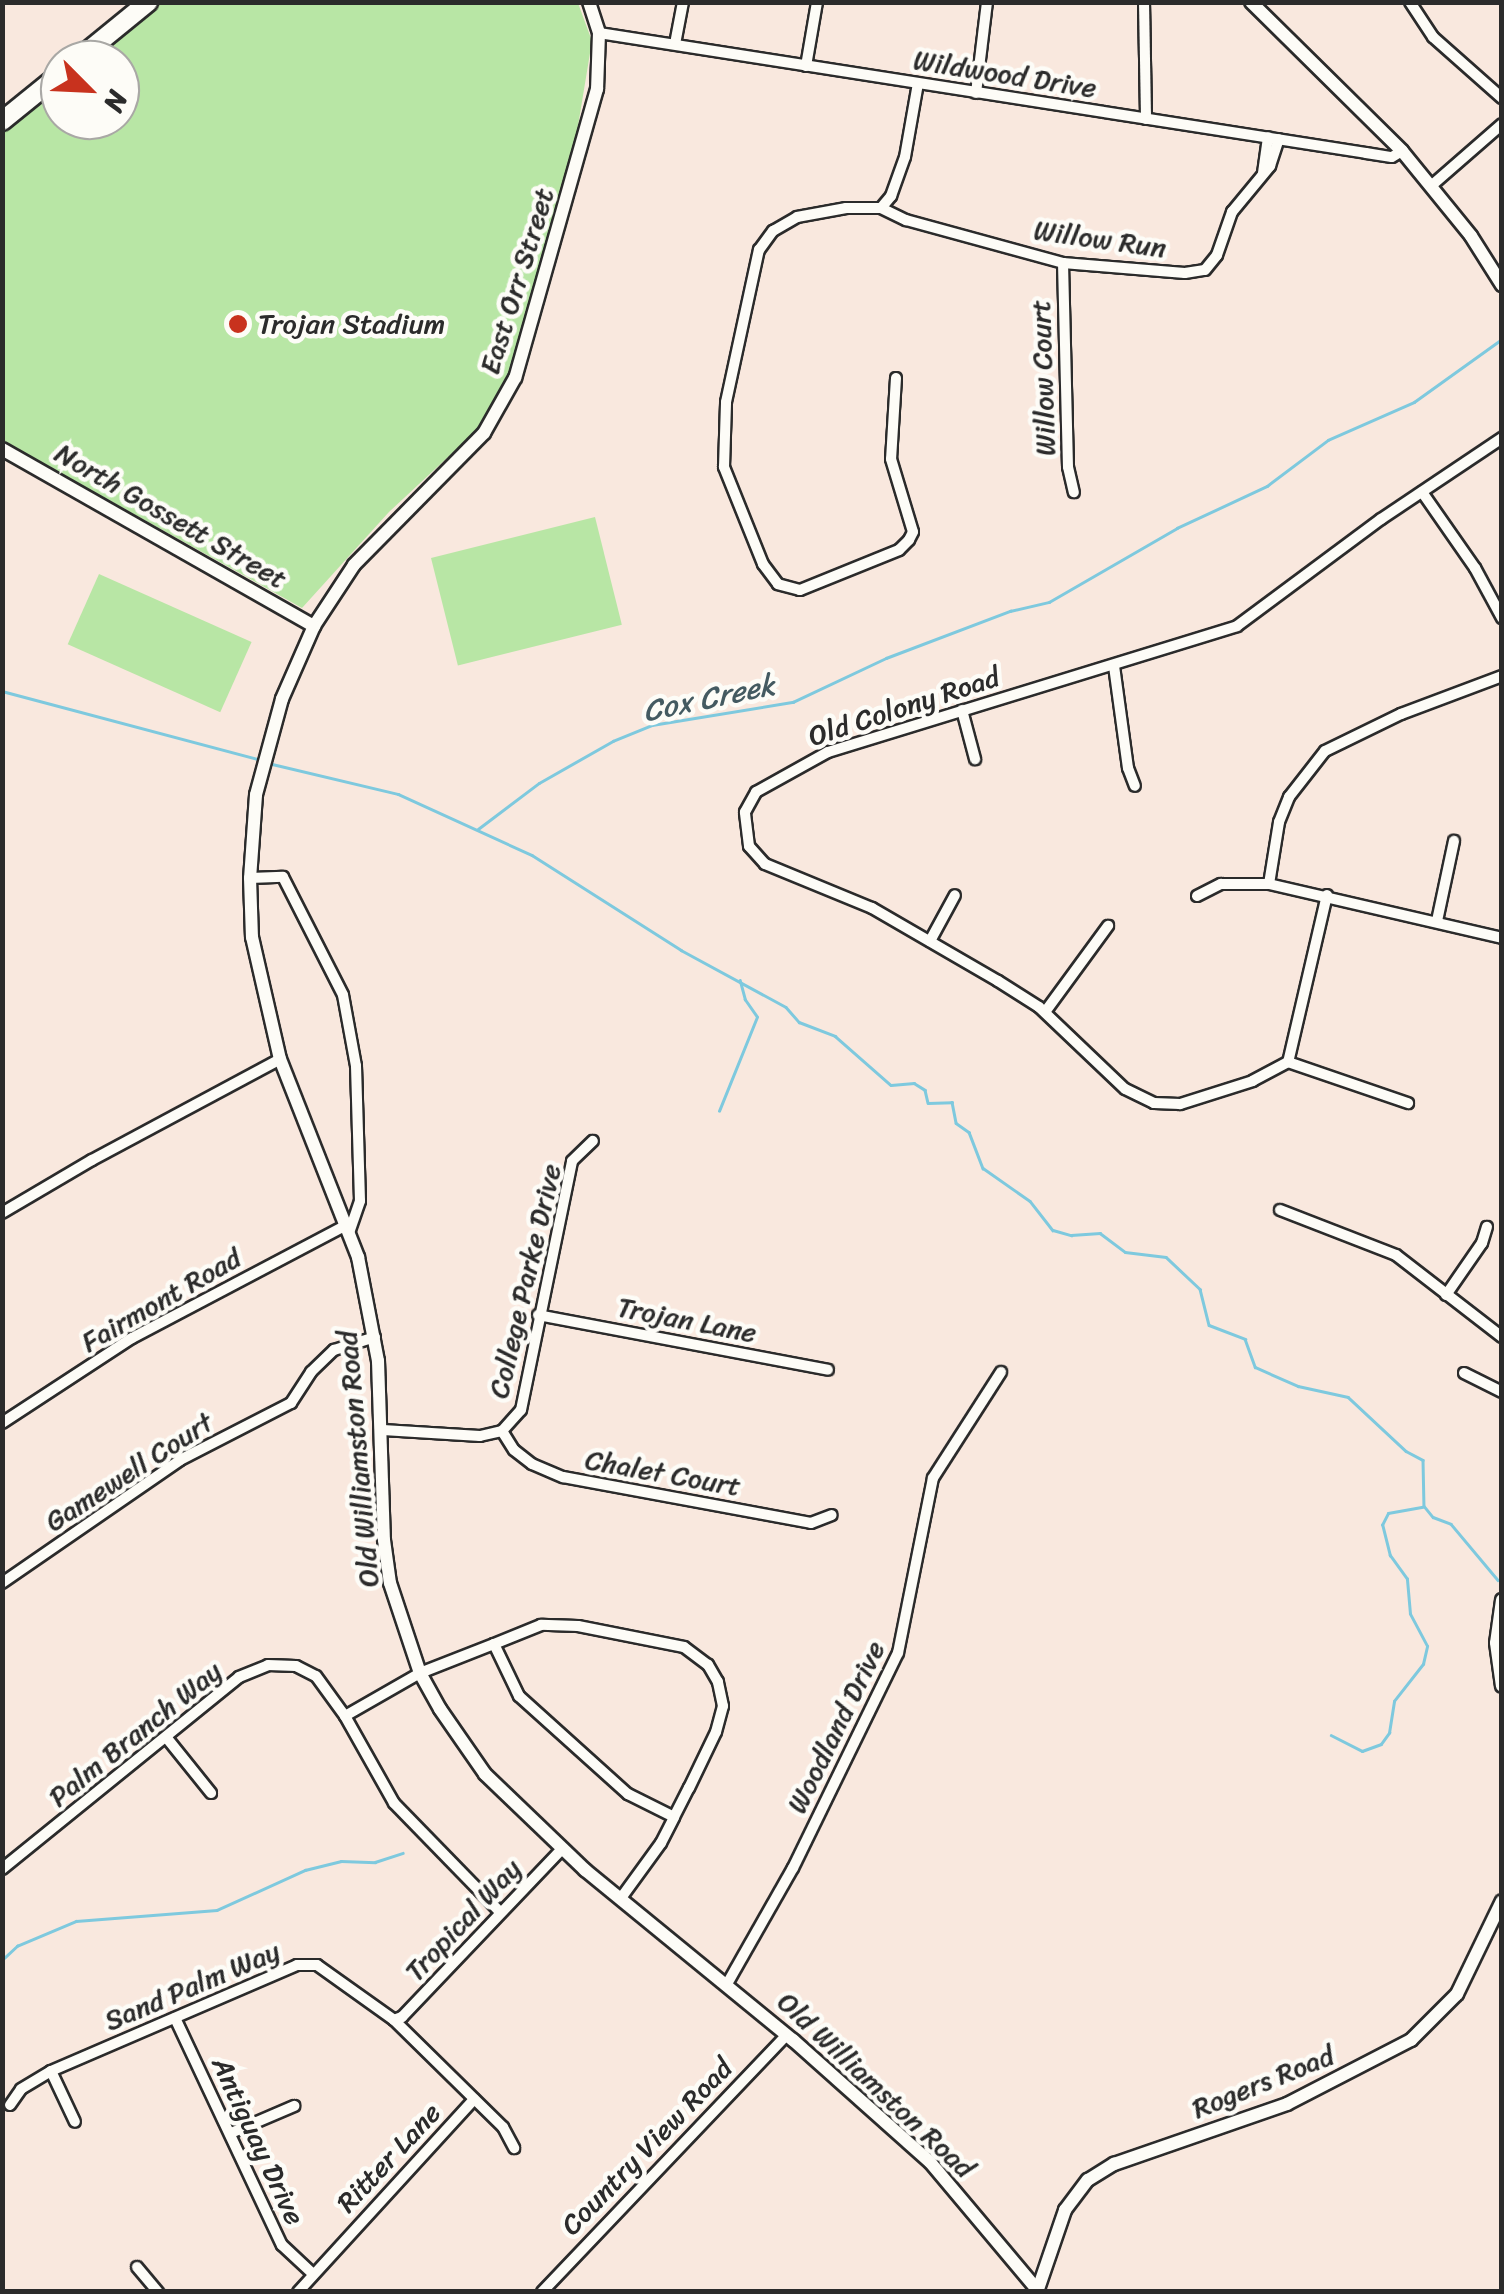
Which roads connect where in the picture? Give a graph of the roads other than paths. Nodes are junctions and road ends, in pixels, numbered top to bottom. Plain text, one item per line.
1 (148, 2) edge
2 (589, 2) edge
3 (683, 2) edge
4 (816, 2) edge
5 (987, 2) edge
6 (1144, 2) edge
7 (1251, 2) edge
8 (1410, 2) edge
9 (598, 34) junction
10 (101, 40) edge
11 (675, 44) junction
12 (806, 66) junction
13 (918, 83) junction
14 (40, 90) edge
15 (976, 93) junction
16 (1502, 98) edge
17 (1146, 119) junction
18 (2, 121) edge
19 (1502, 124) edge
20 (1273, 138) junction
21 (1402, 151) junction
22 (1430, 186) junction
23 (881, 208) junction
24 (1063, 262) junction
25 (1502, 286) edge
26 (896, 378) dead end
27 (1502, 438) edge
28 (2, 448) edge
29 (1074, 492) dead end
30 (1422, 492) junction
31 (1502, 618) edge
32 (314, 626) junction
33 (1114, 666) junction
34 (1502, 676) edge
35 (962, 710) junction
36 (975, 759) dead end
37 (1135, 786) dead end
38 (1454, 842) dead end
39 (250, 878) junction
40 (1269, 884) junction
41 (955, 894) dead end
42 (1327, 895) junction
43 (1196, 896) dead end
44 (1438, 922) junction
45 (1108, 926) dead end
46 (1502, 938) edge
47 (930, 941) junction
48 (1045, 1012) junction
49 (280, 1060) junction
50 (1288, 1062) junction
51 (1408, 1103) dead end
52 (593, 1142) dead end
53 (1280, 1210) dead end
54 (2, 1213) edge
55 (1486, 1227) dead end
56 (348, 1229) junction
57 (1446, 1295) junction
58 (538, 1315) junction
59 (1502, 1336) edge
60 (375, 1338) junction
61 (828, 1370) dead end
62 (1002, 1372) dead end
63 (1464, 1373) dead end
64 (1501, 1391) edge
65 (2, 1423) edge
66 (383, 1430) junction
67 (502, 1431) junction
68 (832, 1515) dead end
69 (2, 1582) edge
70 (1502, 1600) edge
71 (494, 1644) junction
72 (420, 1673) junction
73 (1502, 1686) edge
74 (345, 1716) junction
75 (166, 1737) junction
76 (210, 1793) dead end
77 (674, 1817) junction
78 (563, 1848) junction
79 (2, 1869) edge
80 (621, 1898) junction
81 (1502, 1901) edge
82 (500, 1912) junction
83 (727, 1984) junction
84 (175, 2018) junction
85 (394, 2020) junction
86 (787, 2035) junction
87 (52, 2071) junction
88 (474, 2099) junction
89 (10, 2104) dead end
90 (294, 2106) dead end
91 (76, 2122) dead end
92 (232, 2133) junction
93 (514, 2148) dead end
94 (137, 2267) dead end
95 (313, 2274) junction
96 (1038, 2291) edge
97 (158, 2292) edge
98 (298, 2292) edge
99 (542, 2292) edge

1 - 10 main road
2 - 9 street, East Orr Street
3 - 11 street
4 - 12 street
5 - 15 street
6 - 17 street
7 - 21 street
8 - 16 street
9 - 11 street, Wildwood Drive
9 - 32 street, East Orr Street
11 - 12 street, Wildwood Drive
12 - 13 street, Wildwood Drive
13 - 15 street, Wildwood Drive
13 - 23 street
14 - 18 main road
15 - 17 street, Wildwood Drive
17 - 20 street, Wildwood Drive
19 - 22 street
20 - 21 street, Wildwood Drive
20 - 24 street, Willow Run
21 - 22 street
22 - 25 street
23 - 24 street, Willow Run
23 - 26 street
24 - 29 street, Willow Court
27 - 30 street, Old Colony Road
28 - 32 street, North Gossett Street
30 - 31 street
30 - 33 street, Old Colony Road
32 - 39 street, Old Williamston Road
33 - 35 street, Old Colony Road
33 - 37 street
34 - 40 street
35 - 36 street
35 - 47 street, Old Colony Road
38 - 44 street
39 - 49 street, Old Williamston Road
39 - 56 street
40 - 42 street
40 - 43 street
41 - 47 street
42 - 44 street
42 - 50 street
44 - 46 street
45 - 48 street
47 - 48 street, Old Colony Road
48 - 50 street, Old Colony Road
49 - 54 street
49 - 56 street, Old Williamston Road
50 - 51 street
52 - 58 street, College Parke Drive
53 - 57 street
55 - 57 street
56 - 60 street, Old Williamston Road
56 - 65 street, Fairmont Road
57 - 59 street
58 - 61 street, Trojan Lane
58 - 67 street, College Parke Drive
60 - 66 street, Old Williamston Road
60 - 69 street, Gamewell Court
62 - 83 street, Woodland Drive
63 - 64 street
66 - 67 street, College Parke Drive
66 - 72 street, Old Williamston Road
67 - 68 street, Chalet Court
70 - 73 street
71 - 72 street
71 - 77 street
71 - 77 street
72 - 74 street
72 - 78 street, Old Williamston Road
74 - 75 street, Palm Branch Way
74 - 82 street, Palm Branch Way
75 - 76 street
75 - 79 street, Palm Branch Way
77 - 80 street
78 - 80 street, Old Williamston Road
78 - 82 street, Tropical Way
80 - 83 street, Old Williamston Road
81 - 96 street, Rogers Road
82 - 85 street, Tropical Way
83 - 86 street, Old Williamston Road
84 - 85 street, Sand Palm Way
84 - 87 street, Sand Palm Way
84 - 92 street, Antiguay Drive
85 - 88 street, Sand Palm Way
86 - 96 street, Old Williamston Road
86 - 99 street, Country View Road
87 - 89 street, Sand Palm Way
87 - 91 street
88 - 93 street, Sand Palm Way
88 - 95 street, Ritter Lane
90 - 92 street
92 - 95 street, Antiguay Drive
94 - 97 street
95 - 98 street, Ritter Lane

+===+

*REQUIRED WORK*
Among the lines above, find those containing the word "Colony" and copy each.

*RESULT OF THIS TASK*
27 - 30 street, Old Colony Road
30 - 33 street, Old Colony Road
33 - 35 street, Old Colony Road
35 - 47 street, Old Colony Road
47 - 48 street, Old Colony Road
48 - 50 street, Old Colony Road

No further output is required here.